On Wednesday, 28 November 2018, Google announced the winners of the first Google Impact Challenge South Africa at an event held in Johannesburg. Twelve non-profits and social enterprises were each awarded a share of $2m in grant funding.

The four winners – Corruption Watch BUA MZANSI, Gradesmatch, MeMeZa (People’s Choice award) and RLabs – receive $250 000 each, while the eight runners up will each receive $125 000. The funding will be allocated in tranches, to be assigned to each enterprise as they reach a set of predefined milestones specific to each venture. In addition to the funding, the winners and runners up also receive support from Google to reach their goals and meet those milestones.

Google Impact Challenge Africa, a competition to find the most innovative African non-profits and social enterprises using technology to solve societal problems, opened in May and more than 1300 entries were received in South Africa.

Judging to narrow down the 12 finalists was conducted by a team of Googlers and Google partners with expertise in the sector. Voting was then opened to the public from 8 to 26 November. On the night, each entrant pitched their enterprise to a judging panel, which voted on the winners. The results of the public vote determined the people’s choice winner.

Judges on the night included HuffPost SA editor-at-large Ferial Haffajee, businesswoman & TV personality Basetsana Kumalo, South African actress Nomzamo Mbatha, Google SA sector lead, finance, retail, travel, Google SA, singer and entrepreneur Yvonne Chaka Chaka, TV personality Maps Maponyane, singer/songwriter Simphiwe Dana and computer scientist and entrepreneur Rapelang Rabana.

Google South Africa public affairs and communications head Mich Atagana said, “Many African innovators are doing great work with real impact and Google is keen to shine a light on their work, and also give a financial boost to their projects and ideas. We believe technology can help local and national organisations to better reach their goals and solve some of the continent’s most pressing challenges, and Google is eager to provide support to individuals and organisations using technology in new ways to make a positive difference.”

Below is more detailed information on the four winners and eight runners up:


Corruption Watch: BUA MZANSI – An online interactive website to enhance public participation and transparency in policing.

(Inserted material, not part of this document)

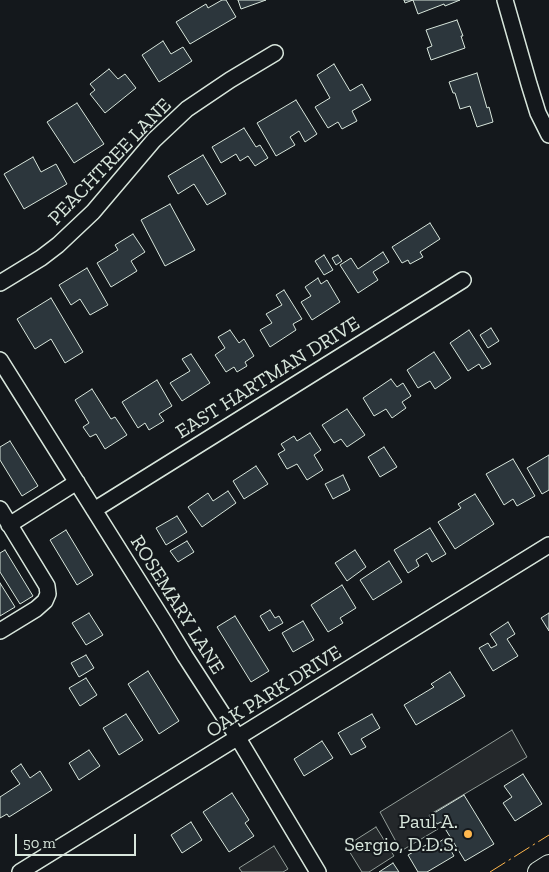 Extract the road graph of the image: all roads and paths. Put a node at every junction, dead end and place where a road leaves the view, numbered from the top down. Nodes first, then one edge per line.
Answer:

Gradesmatch – A platform to serve as a comprehensive career guide, designed to map career data for learners, parents and teachers/mentors to help them make well-informed career decisions.

MeMeZa Shout Crime Prevention People’s Choice Award) – Bringing safety to vulnerable people through a Public Community Alarm System

RLabs Zlto Digital Platform – A mobile and blockchain platform that tracks and incentivises positive behaviour in youths.

Runners up:

Clothes to Good – Helping mothers of children with disabilities to find financial independence in a green eco-system via clothing recycling.

GreenFingers Mobile – A digital solution to enable small and emerging farmers to access the market.

hearX Group – Ears and Eyes for Education (3E) – an mHealth supported community-based programme.

mLab CodeUp! – Matching coders to community startups to build prototypes and gain practical work experience.

Quirky 30 NPC – Quirky 30 provides free training in technology skills that are most in demand in the marketplace today (coding, design, cloud, entrepreneurship)

Saide’s African Storybook initiative – An offline app to create and publish illustrated digital African storybooks with young children.

The Makerspace Foundation – The MakerSpace offers tools, technology, training and physical work space to enable people to make things that improve the world around them.

The Youth Employment Service – A business-driven collaboration with government that offers a disruptive approach to South Africa’s youth unemployment challenge.